Mais, il serait injuste de faire reposer toute la responsabilité sur nos petits chefs, ou plutôt nos petits patrons.
Quand certains, faucheurs de fait mais pas de cœur, ne participent plus aux actions que pour arrondir les fins de mois, qu’est-ce que cela dit de nous ? Une photo du fauchage et un article dans le journal du coin et vous recevez votre chèque ! La liste des participants à un fauchage n’est plus un acte pour assumer sa responsabilité, mais une fiche pour pointer et recevoir sa prime !
Quand d’autres remettent en cause jusqu’au principe même de la résistance civique, quel avenir avons-nous ? Agir de nuit, sans revendication, c’est abandonner une lutte légitime pour le simple vandalisme ! Nous le savons tous, nous ne pourrons pas détruire tous les champs, mais nous avons le peuple avec nous : il faut faire fléchir les politiciens ! Ces actions de nuit ne sont que des lâchetés, malheureusement cautionnées par une majorité d’entre nous aujourd’hui, en témoigne celle qui a été préparée pendant l’AG de juillet !

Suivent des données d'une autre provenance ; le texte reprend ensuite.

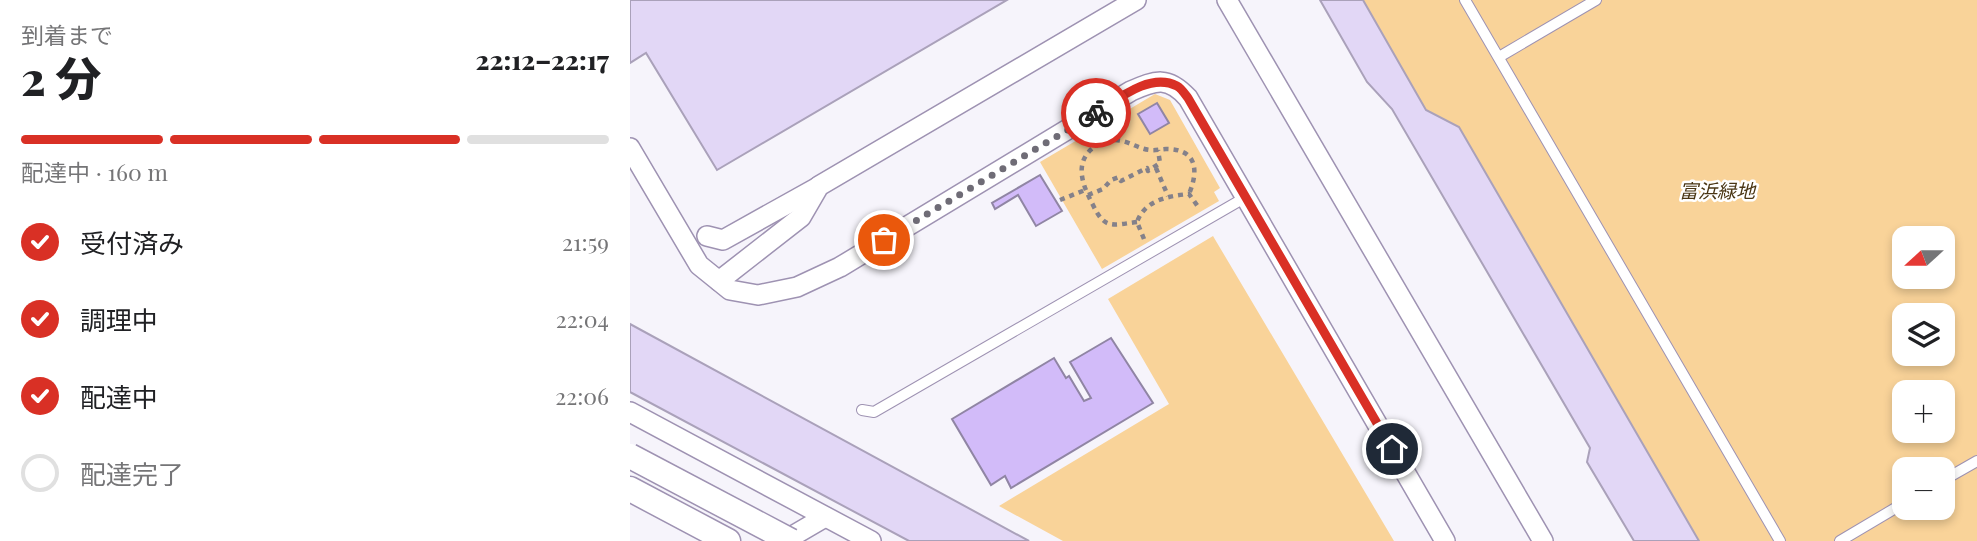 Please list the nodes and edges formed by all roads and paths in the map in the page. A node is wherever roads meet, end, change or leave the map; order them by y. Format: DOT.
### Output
graph roads {
  1 [pos="1136,0"];
  2 [pos="1227,0"];
  3 [pos="1465,0"];
  4 [pos="1596,0"];
  5 [pos="1499,57"];
  6 [pos="630,148"];
  7 [pos="1158,150"];
  8 [pos="1156,167"];
  9 [pos="819,186"];
  10 [pos="1087,193"];
  11 [pos="1189,194"];
  12 [pos="1168,196"];
  13 [pos="1246,197"];
  14 [pos="1060,200"];
  15 [pos="1208,220"];
  16 [pos="1137,222"];
  17 [pos="707,236"];
  18 [pos="1151,253"];
  19 [pos="719,281"];
  20 [pos="862,410"];
  21 [pos="630,412"];
  22 [pos="630,456"];
  23 [pos="1977,461"];
  24 [pos="1955,474"];
  25 [pos="630,488"];
  26 [pos="1892,510"];
  27 [pos="825,517"];
  28 [pos="728,541"];
  29 [pos="784,541"];
  30 [pos="791,541"];
  31 [pos="871,541"];
  32 [pos="1445,541"];
  33 [pos="1543,541"];
  34 [pos="1780,541"];
  35 [pos="1840,541"];
  1 -- 9 [label="street"];
  2 -- 33 [label="street"];
  3 -- 5 [label="lane"];
  4 -- 5 [label="lane"];
  5 -- 34 [label="lane"];
  6 -- 19 [label="street"];
  7 -- 8 [label="path"];
  7 -- 10 [label="path"];
  7 -- 11 [label="path"];
  8 -- 10 [label="path"];
  8 -- 12 [label="path"];
  9 -- 17 [label="street"];
  9 -- 19 [label="street"];
  10 -- 14 [label="path"];
  10 -- 16 [label="path"];
  11 -- 12 [label="path"];
  11 -- 15 [label="path"];
  12 -- 16 [label="path"];
  13 -- 15 [label="lane"];
  13 -- 19 [label="street"];
  13 -- 32 [label="street"];
  15 -- 18 [label="lane"];
  16 -- 18 [label="path"];
  18 -- 20 [label="lane"];
  21 -- 27 [label="street"];
  22 -- 30 [label="street, bridge"];
  23 -- 24 [label="lane"];
  25 -- 28 [label="street"];
  26 -- 35 [label="lane"];
  27 -- 29 [label="street"];
  27 -- 31 [label="street"];
}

Quand en plus nous fauchons les mauvais champs, cela tourne au pitoyable ! A ma connaissance, deux fois en moins d’un an, des champs ont été fauchés à tort ! Comment pouvons-nous espérer être respectés après cela ?

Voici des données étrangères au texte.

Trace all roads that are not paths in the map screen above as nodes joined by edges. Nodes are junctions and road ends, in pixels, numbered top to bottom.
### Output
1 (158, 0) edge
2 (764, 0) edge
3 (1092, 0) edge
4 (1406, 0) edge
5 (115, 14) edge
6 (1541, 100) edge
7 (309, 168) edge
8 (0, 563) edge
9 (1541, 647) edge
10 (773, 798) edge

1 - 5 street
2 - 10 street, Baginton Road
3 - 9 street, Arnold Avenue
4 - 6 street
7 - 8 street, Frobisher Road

Les chèques et les actions de nuit pervertissent : qu’importent nos erreurs, tant qu’on est payé et qu’on n’a pas à s’inquiéter des flics ?

Nous faisons fausse route. Il y a un an, Jean-Baptiste nous écrivait pour s’interroger sur l’avenir du mouvement. Au jour d’aujourd’hui, les craintes restent entières. Nous n’avons pas redressé le cap lors de l’AG. La pensée unique des petits chefs s’est imposée et nous agissons sous perfusion de cette pensée dévoyée par l’argent.